Description of the task: Examine each line of the data. Copy those that contain the string "Peatonal".

------ Recorded information ------

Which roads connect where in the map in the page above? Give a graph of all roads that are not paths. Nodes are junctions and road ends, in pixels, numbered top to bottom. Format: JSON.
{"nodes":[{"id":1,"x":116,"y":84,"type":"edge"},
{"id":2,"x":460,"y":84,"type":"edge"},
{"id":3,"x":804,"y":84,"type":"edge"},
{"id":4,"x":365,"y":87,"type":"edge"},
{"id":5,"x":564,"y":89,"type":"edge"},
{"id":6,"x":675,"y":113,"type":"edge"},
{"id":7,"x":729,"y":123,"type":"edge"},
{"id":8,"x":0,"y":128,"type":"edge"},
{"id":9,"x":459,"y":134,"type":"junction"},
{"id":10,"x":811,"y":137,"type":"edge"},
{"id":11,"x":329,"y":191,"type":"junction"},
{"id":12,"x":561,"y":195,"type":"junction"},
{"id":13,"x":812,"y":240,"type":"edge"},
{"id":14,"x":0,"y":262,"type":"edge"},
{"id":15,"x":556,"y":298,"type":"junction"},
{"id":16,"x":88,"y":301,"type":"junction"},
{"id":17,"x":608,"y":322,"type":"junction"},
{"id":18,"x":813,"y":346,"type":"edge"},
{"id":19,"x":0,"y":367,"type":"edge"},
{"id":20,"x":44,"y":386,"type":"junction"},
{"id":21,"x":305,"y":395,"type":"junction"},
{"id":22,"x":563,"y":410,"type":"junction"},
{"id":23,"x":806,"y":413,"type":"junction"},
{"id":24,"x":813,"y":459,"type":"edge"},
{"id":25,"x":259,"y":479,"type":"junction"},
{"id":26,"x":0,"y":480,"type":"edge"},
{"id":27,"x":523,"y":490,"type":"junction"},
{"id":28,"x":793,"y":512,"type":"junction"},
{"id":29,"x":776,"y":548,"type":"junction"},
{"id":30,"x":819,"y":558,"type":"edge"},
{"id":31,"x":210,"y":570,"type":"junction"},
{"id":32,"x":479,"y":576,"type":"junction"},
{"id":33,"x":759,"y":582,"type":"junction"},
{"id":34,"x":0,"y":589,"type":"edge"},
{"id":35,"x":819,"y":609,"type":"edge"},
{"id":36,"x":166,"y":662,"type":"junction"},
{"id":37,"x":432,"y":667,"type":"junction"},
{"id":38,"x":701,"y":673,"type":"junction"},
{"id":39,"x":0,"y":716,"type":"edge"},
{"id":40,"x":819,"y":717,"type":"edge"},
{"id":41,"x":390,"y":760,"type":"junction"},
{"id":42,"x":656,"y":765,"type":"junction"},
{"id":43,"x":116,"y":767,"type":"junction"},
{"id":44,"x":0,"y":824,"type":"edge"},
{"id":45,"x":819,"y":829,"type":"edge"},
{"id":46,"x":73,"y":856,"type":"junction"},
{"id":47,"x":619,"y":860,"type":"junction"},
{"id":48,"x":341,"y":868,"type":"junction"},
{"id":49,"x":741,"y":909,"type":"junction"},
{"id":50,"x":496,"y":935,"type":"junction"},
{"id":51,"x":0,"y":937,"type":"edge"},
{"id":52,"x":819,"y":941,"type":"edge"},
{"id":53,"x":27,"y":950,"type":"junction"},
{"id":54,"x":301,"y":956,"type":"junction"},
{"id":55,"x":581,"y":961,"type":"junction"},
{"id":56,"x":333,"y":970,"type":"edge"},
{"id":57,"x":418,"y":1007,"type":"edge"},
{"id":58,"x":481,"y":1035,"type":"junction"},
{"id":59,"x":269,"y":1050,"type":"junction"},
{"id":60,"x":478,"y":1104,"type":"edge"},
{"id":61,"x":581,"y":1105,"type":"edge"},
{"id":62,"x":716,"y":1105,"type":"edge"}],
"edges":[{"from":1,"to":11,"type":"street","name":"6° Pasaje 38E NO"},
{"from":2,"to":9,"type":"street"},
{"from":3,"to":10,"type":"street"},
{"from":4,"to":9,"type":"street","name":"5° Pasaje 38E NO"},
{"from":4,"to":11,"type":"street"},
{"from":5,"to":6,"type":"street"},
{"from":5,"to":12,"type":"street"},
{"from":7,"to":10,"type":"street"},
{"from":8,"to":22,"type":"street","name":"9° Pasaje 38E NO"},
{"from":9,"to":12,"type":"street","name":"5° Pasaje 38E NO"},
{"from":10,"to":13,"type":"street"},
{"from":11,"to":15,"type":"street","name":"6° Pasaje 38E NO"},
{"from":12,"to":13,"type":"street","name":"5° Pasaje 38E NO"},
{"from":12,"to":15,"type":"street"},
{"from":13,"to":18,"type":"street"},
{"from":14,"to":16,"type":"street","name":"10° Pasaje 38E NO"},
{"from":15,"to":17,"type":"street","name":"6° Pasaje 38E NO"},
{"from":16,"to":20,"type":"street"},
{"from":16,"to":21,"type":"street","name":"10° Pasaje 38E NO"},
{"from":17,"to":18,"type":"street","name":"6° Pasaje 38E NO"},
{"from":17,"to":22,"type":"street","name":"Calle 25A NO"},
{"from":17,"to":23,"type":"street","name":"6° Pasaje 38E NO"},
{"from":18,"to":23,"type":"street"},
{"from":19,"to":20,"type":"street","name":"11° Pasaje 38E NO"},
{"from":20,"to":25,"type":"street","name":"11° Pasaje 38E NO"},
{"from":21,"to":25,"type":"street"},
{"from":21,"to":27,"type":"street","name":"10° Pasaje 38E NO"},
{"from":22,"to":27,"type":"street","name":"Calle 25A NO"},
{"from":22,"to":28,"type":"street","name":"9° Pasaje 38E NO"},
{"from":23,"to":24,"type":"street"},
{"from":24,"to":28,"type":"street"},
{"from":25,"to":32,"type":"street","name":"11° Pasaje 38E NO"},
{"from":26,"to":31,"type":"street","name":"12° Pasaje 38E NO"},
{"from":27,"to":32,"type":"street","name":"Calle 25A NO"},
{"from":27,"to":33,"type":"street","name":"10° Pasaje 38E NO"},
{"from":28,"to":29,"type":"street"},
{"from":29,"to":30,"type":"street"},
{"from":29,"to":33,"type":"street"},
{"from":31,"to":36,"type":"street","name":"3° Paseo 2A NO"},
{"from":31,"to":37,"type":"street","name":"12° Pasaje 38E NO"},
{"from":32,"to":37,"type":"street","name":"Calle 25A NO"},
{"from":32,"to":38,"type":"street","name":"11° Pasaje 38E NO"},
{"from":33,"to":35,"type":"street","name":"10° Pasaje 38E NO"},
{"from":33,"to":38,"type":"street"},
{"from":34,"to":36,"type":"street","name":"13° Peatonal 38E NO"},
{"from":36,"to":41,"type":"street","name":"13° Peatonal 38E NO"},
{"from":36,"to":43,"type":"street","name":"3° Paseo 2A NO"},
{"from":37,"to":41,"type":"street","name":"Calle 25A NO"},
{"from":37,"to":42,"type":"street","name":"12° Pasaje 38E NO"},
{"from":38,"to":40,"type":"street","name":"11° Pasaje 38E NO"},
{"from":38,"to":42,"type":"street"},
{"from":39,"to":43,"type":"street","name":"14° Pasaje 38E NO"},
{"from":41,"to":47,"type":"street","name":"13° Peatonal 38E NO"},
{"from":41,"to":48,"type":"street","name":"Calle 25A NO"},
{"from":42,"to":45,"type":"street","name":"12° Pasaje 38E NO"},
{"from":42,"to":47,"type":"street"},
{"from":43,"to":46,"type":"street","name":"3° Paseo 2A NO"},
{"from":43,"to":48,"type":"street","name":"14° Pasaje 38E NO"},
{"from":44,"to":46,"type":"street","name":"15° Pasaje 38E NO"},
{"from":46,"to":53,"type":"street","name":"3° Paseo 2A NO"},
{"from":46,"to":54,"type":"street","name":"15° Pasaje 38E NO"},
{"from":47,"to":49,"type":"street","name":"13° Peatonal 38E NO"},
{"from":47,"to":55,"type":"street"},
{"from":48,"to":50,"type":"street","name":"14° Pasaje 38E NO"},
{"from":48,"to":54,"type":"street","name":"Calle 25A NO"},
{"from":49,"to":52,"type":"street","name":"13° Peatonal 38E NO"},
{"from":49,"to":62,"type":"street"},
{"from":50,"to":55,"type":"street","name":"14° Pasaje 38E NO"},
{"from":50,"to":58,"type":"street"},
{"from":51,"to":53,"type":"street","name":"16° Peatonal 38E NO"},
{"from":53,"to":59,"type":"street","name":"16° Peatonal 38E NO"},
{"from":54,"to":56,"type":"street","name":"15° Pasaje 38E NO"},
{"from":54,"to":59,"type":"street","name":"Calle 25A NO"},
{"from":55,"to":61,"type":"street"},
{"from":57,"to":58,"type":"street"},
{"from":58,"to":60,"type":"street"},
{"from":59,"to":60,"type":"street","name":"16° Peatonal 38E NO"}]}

------

Answer to the exercise:
{"from":34,"to":36,"type":"street","name":"13° Peatonal 38E NO"},
{"from":36,"to":41,"type":"street","name":"13° Peatonal 38E NO"},
{"from":41,"to":47,"type":"street","name":"13° Peatonal 38E NO"},
{"from":47,"to":49,"type":"street","name":"13° Peatonal 38E NO"},
{"from":49,"to":52,"type":"street","name":"13° Peatonal 38E NO"},
{"from":51,"to":53,"type":"street","name":"16° Peatonal 38E NO"},
{"from":53,"to":59,"type":"street","name":"16° Peatonal 38E NO"},
{"from":59,"to":60,"type":"street","name":"16° Peatonal 38E NO"}]}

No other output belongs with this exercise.